Pada jaman kerajaan Majapahit, pengaruh India meresap dalam segala bidang kehidupan, pengaruh India tersebut juga terasa sekali dalam bidang perundang-undangannya. Nama agama dan Kutara Manawa telah jelas menunjukkan adanya pengaruh India dalam bidang perundang-undangannya. Kitab perundang-undangan India Manawadharmasastra dijadikan pola dasar perundang-undangan pada masa Majapahit yang disebut dengan agama atau Kutara Manawa isinya adalah saduran dari kitab perundang-undangan India tersebut yang telah disesuaikan dengan kondisi masyarakat pada waktu itu.
Dalam bab umum dari kitab Kutara Manawa dinyatakan secara tegas bahwa raja yang berkuasa (sang amawa bhumi) harus teguh hatinya dalam menerapkan besar kecilnya denda, jangan sampai salah dalam hal pengetrapannya. Jangan sampai orang yang bertingkah salah luput dari tindakan. Itulah kewajiban raja yang berkuasa jika sungguh-sungguh mengharapkan kerahayuan negaranya.

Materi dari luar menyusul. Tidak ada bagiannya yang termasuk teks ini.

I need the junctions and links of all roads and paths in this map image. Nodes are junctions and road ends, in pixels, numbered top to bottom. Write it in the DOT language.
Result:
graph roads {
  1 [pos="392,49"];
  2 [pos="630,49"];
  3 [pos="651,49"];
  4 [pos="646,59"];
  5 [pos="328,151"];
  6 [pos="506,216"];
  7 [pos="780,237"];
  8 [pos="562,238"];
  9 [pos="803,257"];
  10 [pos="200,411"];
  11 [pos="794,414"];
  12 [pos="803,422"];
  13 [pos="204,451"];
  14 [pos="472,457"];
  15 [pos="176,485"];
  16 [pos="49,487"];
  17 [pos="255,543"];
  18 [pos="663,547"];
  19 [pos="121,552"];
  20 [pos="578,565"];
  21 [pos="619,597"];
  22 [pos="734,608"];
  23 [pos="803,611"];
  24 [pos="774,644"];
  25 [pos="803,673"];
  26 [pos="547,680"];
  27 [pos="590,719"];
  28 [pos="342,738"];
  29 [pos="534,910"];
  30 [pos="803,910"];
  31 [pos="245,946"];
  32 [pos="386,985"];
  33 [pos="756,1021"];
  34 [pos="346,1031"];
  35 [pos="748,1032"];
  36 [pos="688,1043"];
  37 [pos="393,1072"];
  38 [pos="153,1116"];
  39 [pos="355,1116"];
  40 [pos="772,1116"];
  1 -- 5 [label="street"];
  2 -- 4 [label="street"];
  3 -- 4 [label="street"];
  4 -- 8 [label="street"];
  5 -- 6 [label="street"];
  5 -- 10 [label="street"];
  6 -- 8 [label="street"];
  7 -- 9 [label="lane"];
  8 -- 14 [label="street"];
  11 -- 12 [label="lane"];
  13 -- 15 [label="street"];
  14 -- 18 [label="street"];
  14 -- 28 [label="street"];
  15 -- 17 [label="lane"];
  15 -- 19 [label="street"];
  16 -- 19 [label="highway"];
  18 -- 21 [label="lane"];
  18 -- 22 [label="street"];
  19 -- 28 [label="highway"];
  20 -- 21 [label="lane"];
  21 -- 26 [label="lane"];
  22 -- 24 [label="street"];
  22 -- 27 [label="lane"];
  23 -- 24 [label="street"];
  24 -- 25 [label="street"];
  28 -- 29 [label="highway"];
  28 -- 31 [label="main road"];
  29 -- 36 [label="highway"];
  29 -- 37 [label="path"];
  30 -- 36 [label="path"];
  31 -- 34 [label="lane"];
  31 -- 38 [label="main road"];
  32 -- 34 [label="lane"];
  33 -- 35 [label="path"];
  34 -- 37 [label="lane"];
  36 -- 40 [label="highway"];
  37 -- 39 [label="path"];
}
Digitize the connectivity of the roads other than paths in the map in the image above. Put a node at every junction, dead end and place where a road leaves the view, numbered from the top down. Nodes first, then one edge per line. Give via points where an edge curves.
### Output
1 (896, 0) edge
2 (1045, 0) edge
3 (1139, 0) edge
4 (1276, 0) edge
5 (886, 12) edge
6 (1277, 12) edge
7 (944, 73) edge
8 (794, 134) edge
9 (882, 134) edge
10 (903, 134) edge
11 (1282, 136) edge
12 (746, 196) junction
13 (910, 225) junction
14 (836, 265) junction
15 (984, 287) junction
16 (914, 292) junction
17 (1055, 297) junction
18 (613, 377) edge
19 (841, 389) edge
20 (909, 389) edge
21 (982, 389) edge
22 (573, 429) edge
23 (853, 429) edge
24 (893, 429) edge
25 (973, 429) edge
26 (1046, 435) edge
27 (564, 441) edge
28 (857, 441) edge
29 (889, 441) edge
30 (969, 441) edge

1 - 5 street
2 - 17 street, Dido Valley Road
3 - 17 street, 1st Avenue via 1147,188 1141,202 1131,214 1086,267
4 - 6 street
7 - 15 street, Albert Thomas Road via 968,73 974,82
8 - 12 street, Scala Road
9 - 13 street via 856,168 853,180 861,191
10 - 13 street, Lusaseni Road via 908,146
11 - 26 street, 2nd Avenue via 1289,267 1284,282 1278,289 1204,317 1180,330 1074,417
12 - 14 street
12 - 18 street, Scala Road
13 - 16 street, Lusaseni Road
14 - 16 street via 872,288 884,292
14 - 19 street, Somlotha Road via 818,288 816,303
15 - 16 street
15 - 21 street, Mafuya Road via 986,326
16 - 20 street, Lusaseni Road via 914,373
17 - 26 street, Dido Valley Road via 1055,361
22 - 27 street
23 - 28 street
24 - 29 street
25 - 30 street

Kitab Kutara Manawa ini pada dasarnya adalah merupakan kitab undang-undang jenayah atau pidana, karena isinya terutama langsung menyangkut penjelasan-penjelasan tentang tindak-tindak pidana yang dapat dikenai denda atau hukuman berupa uang, barang atau hukuman mati, dan di dalam kitab ini tidak banyak mengandung nasehat seperti dalam kitab Manawadhamasastra.
Pada pasal 109 kitab Kutara Manawa dijelaskan bahwa isi kitab perundang-undangan ini disarikan dari kitab perundang-undangan India Manawadharmasastra dan Kutaradharmasastra. Bunyinya seperti berikut ini : "Kerbau atau sapi yang digadaikan setelah lewat tiga tahun, leleb sama dengan dijual menurut undang-undang Kutara, menurut undang-undang Manawa baru leleb setelah lewat lima tahun. Ikutilah salah satu karena kedua-duanya adalah undang-undang. Tidak dibenarkan anggapan bahwa yang satu lebih baik dari yang lain. Manawadharmasastra adalah ajaran Maharaja Manu, ketika manusia baru saja diciptakan, beliau seperti Bhatara Wisnu. Kutarasastra adalah ajaran begawan Bregu pada jaman Treptayoga, beliau seperti Bhatara Wisnu, diikuti oleh Rama Parasu dan oleh semua orang ; bukan buatan jaman sekarang, ajaran itu telah berlaku sejak jaman purba".
Dalam kitab Kutara Manawa tersebut banyak terdapat pasal-pasal yang dikatakan berasal dari ajaran bagawan Bregu (Kutarasastra) misalnya seperti pada pasal 46, 141, 176 dan pasal 234. Adanya beberapa pasal yang sangat mirip dalam kitab Kutara Manawa menunjukkan bahwa kitab perundang-undangan tersebut selain bersumber dari Manawadharmasastra juga menggunakan perundang-undangan lainnya sebagai acuan, misalnya seperti pada pasal 192 dan 193, pasal 121 dan pasal 123. Bab paksaan atau sahasa dalam kitab Kutara Manawa berbeda dengan apa yang terdapat pada Manawadharmasastra.